Anfang dieser Woche gab es eine gute und hoffnungsfroh stimmende Nachricht aus den Vereinigten Staaten: Der US-Botschafter in Deutschland, Richard Grenell, soll in einem Gespräch mit führenden deutschen Automanagern einen vollständigen Abbau aller Zölle auf Automobilimporte in die Europäischen Union und die USA vorgeschlagen haben. Würden sich die EU und die USA darauf einigen können, wäre der Strafzoll auf europäische Automobile von 25 Prozent vom Tisch.
Das wäre in der Tat eine sehr positive Nachricht, hängen doch auf beiden Seiten des Atlantiks hunderttausende Arbeitsplätze von der Automobilindustrie ab. Gegenseitige Zölle bedrohen viele dieser Arbeitsplätze und schädigen die Konsumenten und Unternehmen auf beiden Seiten – Automobile sind nicht nur private Konsumgüter, sondern Input für Mobilität jeglicher Form.
Allerdings ist der Vorschlag von Botschafter Grenell noch kein bindendes Angebot und die Adressaten seines Vorschlages sind nicht befugt, über Handelspolitik zu entscheiden. Darüber hinaus waren offenbar nur deutsche Autobauer vertreten.
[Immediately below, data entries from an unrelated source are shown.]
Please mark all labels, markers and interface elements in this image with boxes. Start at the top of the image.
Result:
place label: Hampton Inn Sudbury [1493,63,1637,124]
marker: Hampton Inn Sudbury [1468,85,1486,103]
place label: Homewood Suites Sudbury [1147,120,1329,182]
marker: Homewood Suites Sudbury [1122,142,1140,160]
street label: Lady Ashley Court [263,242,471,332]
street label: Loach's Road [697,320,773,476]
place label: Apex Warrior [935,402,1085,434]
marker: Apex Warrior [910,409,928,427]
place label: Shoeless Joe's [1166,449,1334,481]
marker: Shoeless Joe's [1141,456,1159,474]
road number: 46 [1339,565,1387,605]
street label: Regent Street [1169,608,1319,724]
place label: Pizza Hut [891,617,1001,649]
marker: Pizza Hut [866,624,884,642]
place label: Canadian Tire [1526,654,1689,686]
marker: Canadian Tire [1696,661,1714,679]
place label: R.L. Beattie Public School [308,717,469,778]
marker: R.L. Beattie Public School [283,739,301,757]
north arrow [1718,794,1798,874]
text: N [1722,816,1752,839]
Die wahren Begünstigten europäischer Handelspolitik für Kraftfahrzeuge, die Konkurrenten asiatischer Autobauer, haben ihren Sitz in Frankreich und Italien. Bis sich etwas bewegt, wird also noch viel Zeit vergehen, wenn überhaupt. Entschieden wird ohnehin in Brüssel, natürlich aber nicht ohne Einflussname aus Paris, Rom und Berlin. Zudem sind die Autozölle sogenannte Meistbegünstigungszölle, sie gelten also gegenüber allen Ländern. Bilaterale Liberalisierungen bei einzelnen Produkten widersprechen den geltenden Regeln der Welthandelsorganisation.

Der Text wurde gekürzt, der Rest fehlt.